Heidi Hall, The Tennessean
NASHVILLE (THE TENNESSEAN) - Pope Francis says it's not necessary to talk about abortion, contraception and gay marriage all the time. He mourns that the world doesn't care whether children are dying of hunger and urges the sacrifice of personal comfort for the greater good.
And that's just from interviews with religious and secular media that came out in the past two weeks.
Messages from a man Catholics consider a successor to the biblical Apostle Peter and recognized as the leader of the world's largest Christian denomination are reverberating around the world. In Middle Tennessee, one Vanderbilt University religion professor called the reaction a phenomenon. Christian rock band Jars of Clay's guitarist, Stephen Mason, put it more casually - "I've got a pope crush," he wrote on Facebook, linking to an article about Pope Francis bemoaning the world's obsession with money.

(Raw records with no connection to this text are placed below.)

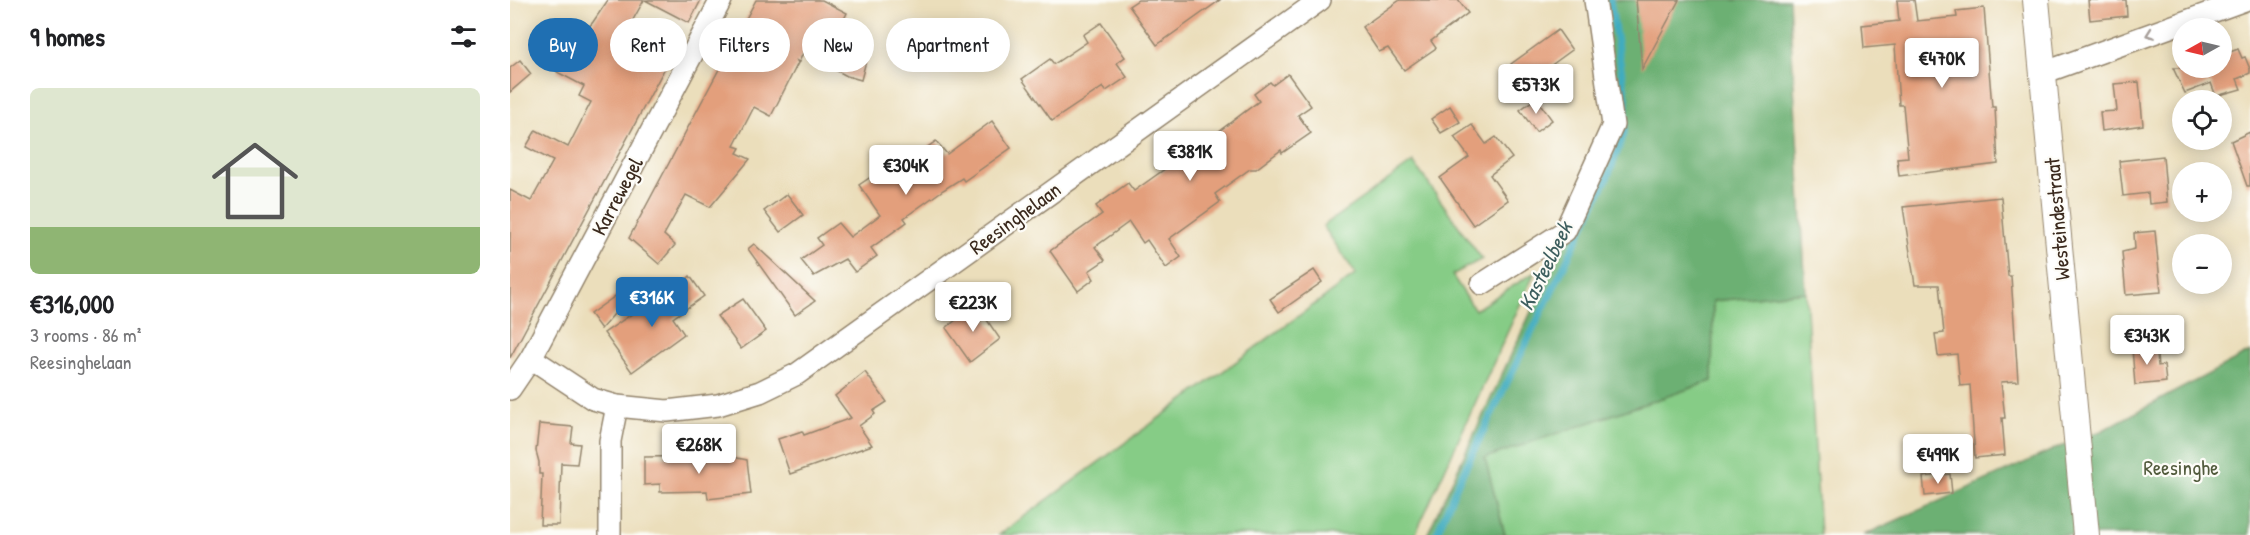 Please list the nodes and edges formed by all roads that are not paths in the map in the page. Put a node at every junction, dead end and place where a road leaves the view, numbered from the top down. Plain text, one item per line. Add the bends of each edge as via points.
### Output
1 (721, 0) edge
2 (1595, 0) edge
3 (2036, 0) edge
4 (2245, 0) edge
5 (1306, 4) edge
6 (2043, 73) junction
7 (1482, 284) dead end
8 (531, 358) junction
9 (510, 389) edge
10 (617, 406) junction
11 (610, 535) edge
12 (2086, 535) edge

1 - 8 street, Karrewegel
2 - 7 street via 1613,125 1565,231
3 - 6 street, Westeindestraat
4 -> 6 street
5 - 10 street, Reesinghelaan via 797,374 760,392 717,405 667,411
6 - 12 street, Westeindestraat
8 - 9 street, Karrewegel
8 - 10 street, Reesinghelaan via 593,399
10 - 11 street via 610,441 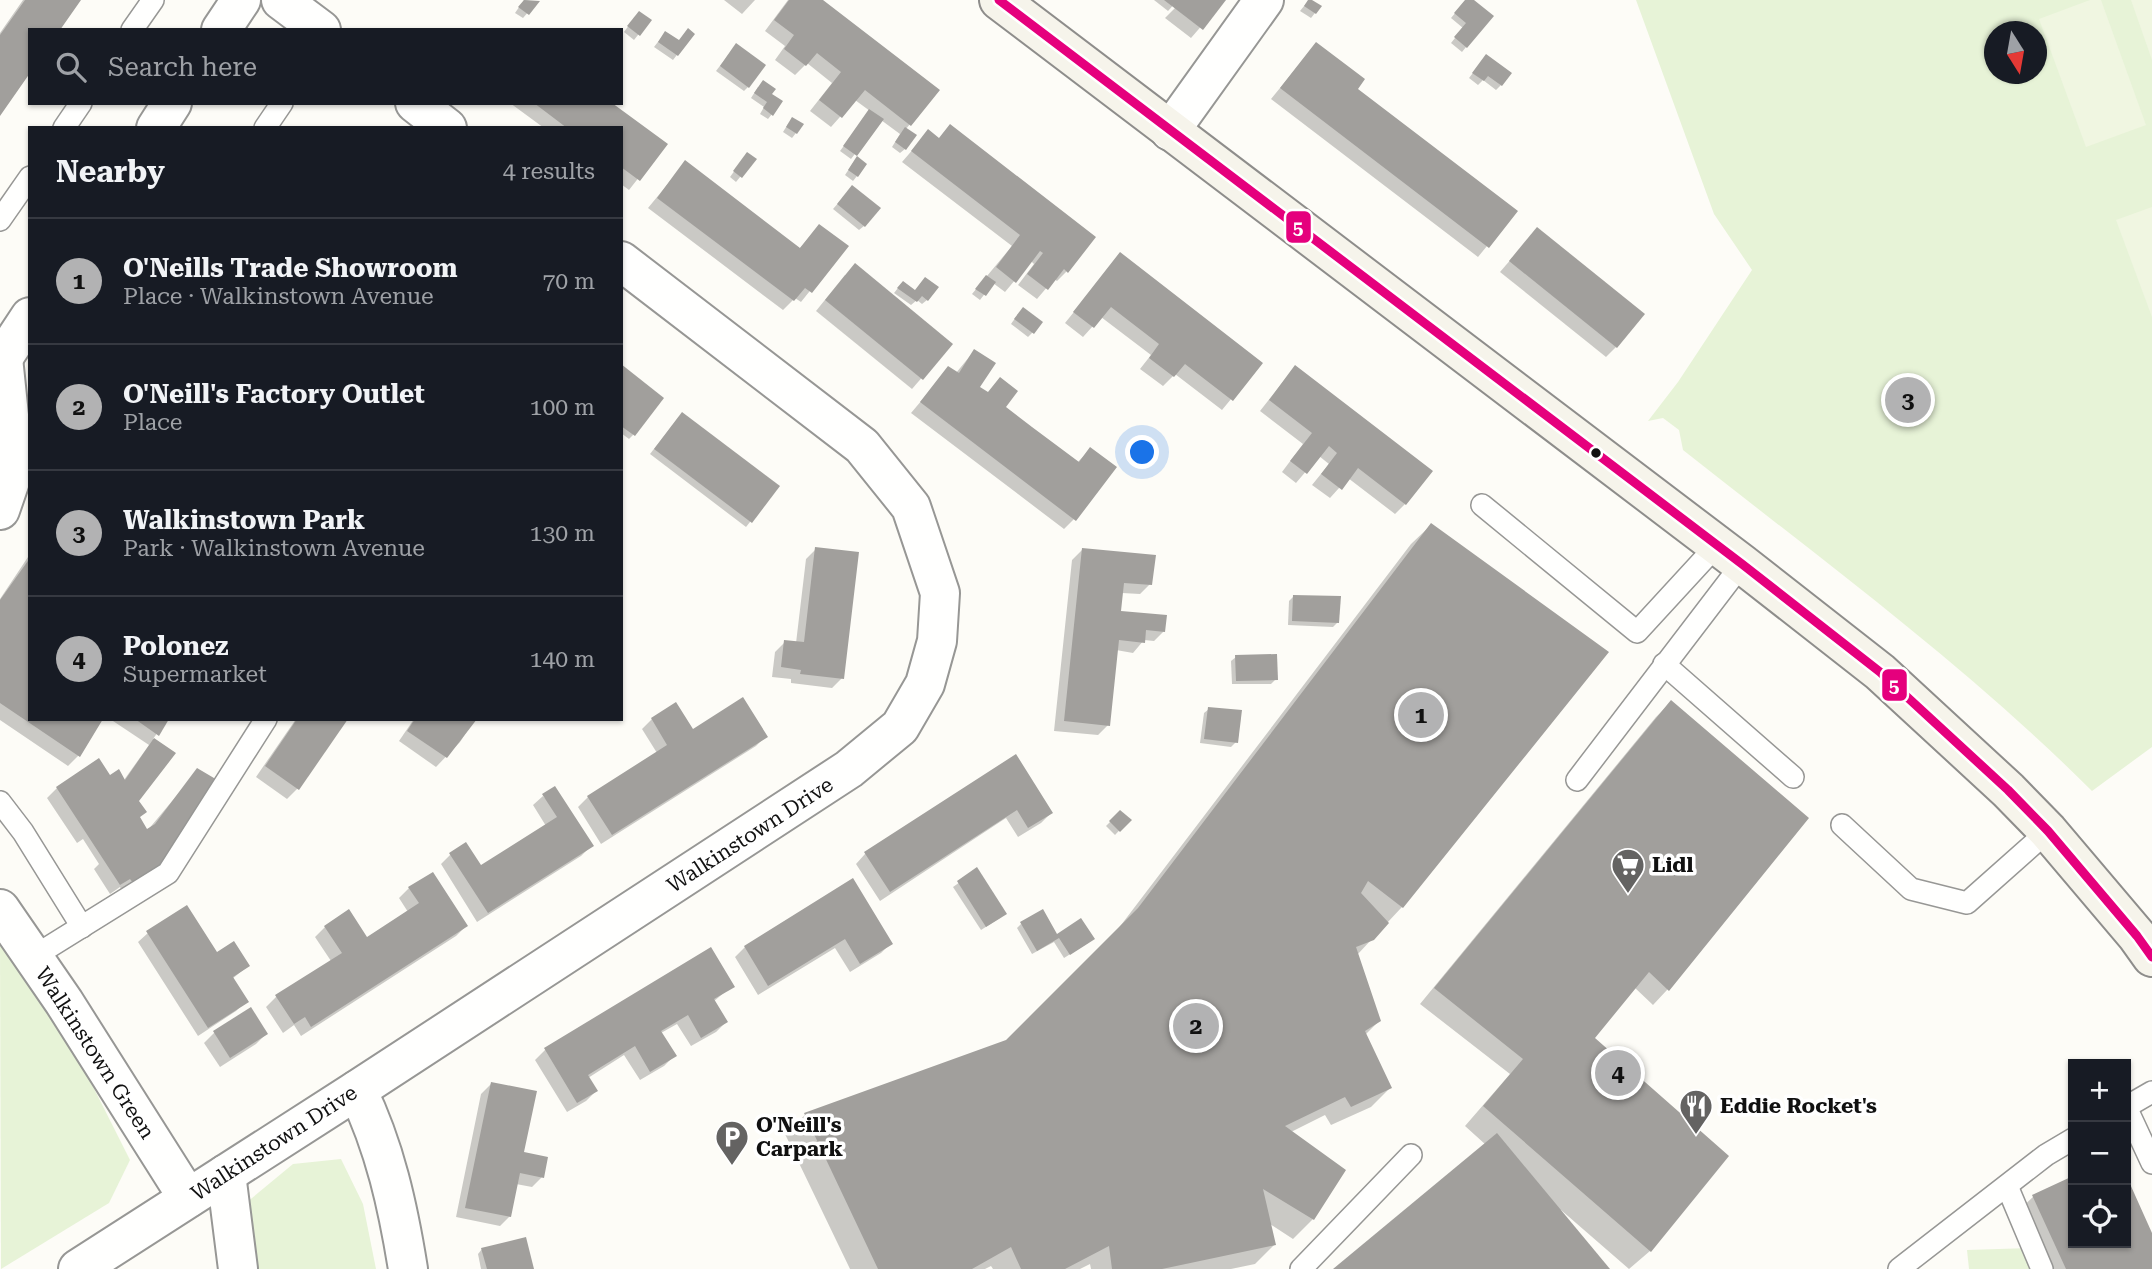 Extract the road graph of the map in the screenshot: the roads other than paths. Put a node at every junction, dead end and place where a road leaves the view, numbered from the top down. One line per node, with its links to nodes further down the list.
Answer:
1 (153, 0): 6 (lane)
2 (241, 0): 7 (street)
3 (281, 0): 8 (street)
4 (999, 0): 17 (main road)
5 (1264, 0): 17 (street)
6 (133, 28)
7 (222, 28)
8 (318, 28)
9 (80, 105): 13 (lane)
10 (171, 105): 14 (street)
11 (281, 105): 15 (lane)
12 (418, 105): 16 (street)
13 (65, 126)
14 (157, 126)
15 (266, 126)
16 (444, 126)
17 (1170, 131): 25 (main road)
18 (28, 180): 19 (lane)
19 (0, 220)
20 (623, 263): 37 (street, Walkinstown Drive)
21 (28, 321): 22 (street)
22 (8, 362): 24 (street)
23 (1482, 505): 25 (lane)
24 (0, 510)
25 (1729, 555): 26 (lane); 32 (main road)
26 (1664, 664): 28 (lane); 29 (lane)
27 (265, 721): 34 (lane)
28 (1793, 777)
29 (1577, 780)
30 (0, 803): 34 (lane)
31 (1842, 825): 32 (lane)
32 (2048, 831): 36 (main road)
33 (0, 909): 35 (street, Walkinstown Green)
34 (82, 927): 35 (lane)
35 (33, 957): 46 (street, Walkinstown Green)
36 (2152, 957)
37 (357, 1090): 44 (street, Walkinstown Drive); 49 (street)
38 (2152, 1091): 39 (lane)
39 (2131, 1104)
40 (2131, 1118): 43 (lane)
41 (2068, 1142): 45 (lane)
42 (1411, 1155): 50 (lane)
43 (2152, 1163)
44 (226, 1174): 46 (street, Walkinstown Drive); 48 (street)
45 (2007, 1186): 51 (lane); 52 (lane)
46 (188, 1198): 47 (street, Walkinstown Drive)
47 (78, 1269)
48 (238, 1269)
49 (408, 1269)
50 (1301, 1269)
51 (1899, 1269)
52 (2042, 1269)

The Facebook post touched off a string of enthusiastic comments in agreement, a sharp contrast to what happened earlier this year when Mason posted a picture of Pope Francis' Twitter account and drew criticism that he was promoting the antichrist.
Mason, who attends St. Bartholomew's Episcopal Church in Nashville, Tenn., said he believes the pope is shining light on the nature of God.
"I think right now, in terms of that, the Pope is lighting it up. He's killing it right now," Mason said. "He's provoking people to examine themselves and their kingdoms and their economies and what they're working toward."
Even critics like him
Even some who take issue with Pope Francis, elected in March, still like him. After the Italian magazine La Repubblica published an interview with the pope last week, Russell Moore, president of the Nashville-based Southern Baptist Convention's Ethics and Religious Liberty Commission, wrote a blog calling it a "theological wreck." Moore mostly took issue with the pope's statements on individual concepts of good and evil and following one's conscience - Christians are called to both repent and believe, Moore said later.
"Your conscience is telling you something is wrong, the guide is the standards of God," he said. "This isn't 'Look and see what you believe is important and good and follow that direction.' And I don't think that's what the pope believes. I would be stunned and shocked if that's what Pope Francis believes."
"He's provoking people to examine themselves and their kingdoms and their economies and what they're working toward."
- Stephen Mason, guitarist in Christian rock band Jars of Clay
Moore's blog touched off national attention, and he heard from both Catholics and non-Catholics who both agreed and disagreed with him.
It makes sense that both varieties would be paying attention to the pope, even when that would have been considered verboten by some Protestants just a few decades ago.
That has to do with the American concept of rugged individualism, said Lee Camp, a biblical ethics professor at Churches of Christ-affiliated Lipscomb University.
Today, most Americans recognize every community has some structure of authority, so they're more understanding of the papacy and willing to accept messages from it, Camp said.
And while some may consider Pope Francis' social messages surprisingly relatable - especially considering his predecessor Pope Benedict's emphasis on doctrine - those messages were to be expected from a one-time Jesuit priest, said Bruce Morrill, professor of theological studies at Vanderbilt University's divinity school.
Morrill, himself a Jesuit priest, said Jesuits focus on meeting people where they are in life, without judgment, and know they may be misunderstood in the process of doing that.
"Those people who don't like his progressive agenda - and far more importantly, humble and pastoral agenda - they are the ones who keep growling or grumbling."
- Bruce Morrill, professor of theological studies at Vanderbilt University's divinity school
The pope's statements that he believes the church's teachings on matters such as abortion but doesn't need to put them center stage help draw people.
"The image of the Roman Catholic Church over time has been that these are people at a great distance who teach at us and talk down to us - bishops, archbishops, Vatican officials," Morrill said. But Pope Francis worked directly with people.
"Those people who don't like his progressive agenda - and far more importantly, humble and pastoral agenda - they are the ones who keep growling or grumbling," Morrill said.
Some Catholics still will feel called and deeply committed to protecting human life, Morrill said.
But on Friday, which marked the Feast of St. Francis, students at Pope John Paul II High School in Hendersonville, Tenn., compared Pope Francis' charisma with his predecessor's.
"It's remarkably different," said senior Caleb Pracht. "Pope Benedict was interested in orthodoxy, a by-the-book approach. That was great, but it didn't resonate with non-Catholics or young people or people whose lifestyles may conflict with church teaching.
"Even people who may be uncomfortable with his message or with his unorthodox takes on Catholic doctrine are more comfortable because of the way that he conveys them, which is not from a seat of authority - which he has."
Senior Katie Swaringen said she's been struck by how many times Pope Francis has referred to himself as a sinner.
"He's not able to condemn anybody for who them are, what they believe, what kind of lifestyle they're living," she said. "That's up to God. That's what he wants to communicate to everyone. Not just Catholics."